Why Double Checked Locking is flawed


I was having a discussion with fellow developers friends about how to implement Singleton and many things came up. In the discussion I soon realized that not many developers are aware of the fact that Double Checked Locking (DCL) is flawed. Many developers say that they have never seen any issues with it and hence they use it everywhere in order to overcome the Synchronization over head. So I thought this would be a good topic to discuss here at my blog and this post is going to focus on it.

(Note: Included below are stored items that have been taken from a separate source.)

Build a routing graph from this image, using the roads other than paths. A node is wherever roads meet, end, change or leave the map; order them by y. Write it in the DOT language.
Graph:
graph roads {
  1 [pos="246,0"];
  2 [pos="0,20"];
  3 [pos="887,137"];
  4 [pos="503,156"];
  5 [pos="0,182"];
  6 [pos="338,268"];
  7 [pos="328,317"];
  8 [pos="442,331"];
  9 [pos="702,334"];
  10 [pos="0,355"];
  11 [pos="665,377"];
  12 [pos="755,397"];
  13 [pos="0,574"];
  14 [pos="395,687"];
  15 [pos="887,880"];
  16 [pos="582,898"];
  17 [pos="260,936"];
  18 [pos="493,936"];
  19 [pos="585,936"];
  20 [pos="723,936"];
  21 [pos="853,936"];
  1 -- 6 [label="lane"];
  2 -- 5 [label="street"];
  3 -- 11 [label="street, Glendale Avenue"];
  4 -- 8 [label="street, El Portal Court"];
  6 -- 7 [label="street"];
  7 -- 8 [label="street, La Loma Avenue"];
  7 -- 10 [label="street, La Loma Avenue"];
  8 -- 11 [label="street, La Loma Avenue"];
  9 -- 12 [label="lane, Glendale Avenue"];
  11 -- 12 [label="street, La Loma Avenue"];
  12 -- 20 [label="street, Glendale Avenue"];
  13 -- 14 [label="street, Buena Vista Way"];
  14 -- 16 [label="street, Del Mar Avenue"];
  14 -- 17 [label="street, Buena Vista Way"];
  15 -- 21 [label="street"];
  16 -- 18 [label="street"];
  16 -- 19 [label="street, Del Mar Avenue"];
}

Before moving forward lets first talk about what is Double Checked Locking. To understand where the double-checked locking idiom originated, you must understand the common singleton creation idiom, which is illustrated below:

import java.util.*;
class Singleton
{
  private static Singleton instance;
  private Vector v;

  private Singleton()
  {
    v = new Vector();
    v.addElement(new Object());
  }

  public static Singleton getInstance()
  {
    if (instance == null)          //1
      instance = new Singleton();  //2
    return instance;               //3
  }
}

The design for this class is suitable for single thread usage but when it comes to multi-thread usage. Since threads can get preempted we can have multiple instances of Singleton object. The solution is to protect the getInstance() method through synchronization as shown below:

  public static synchronized Singleton getInstance()
  {
    if (instance == null)          //1
      instance = new Singleton();  //2
    return instance;               //3
  }

This code works perfectly fine for multi-threaded access to getInstance() method. But if you look at the code deeply, synchronization is required only once, when the variable is initialized. Rest of the time there is no need for synchronization and hence we get the synchronization overhead for other threads since the whole method is synchronized.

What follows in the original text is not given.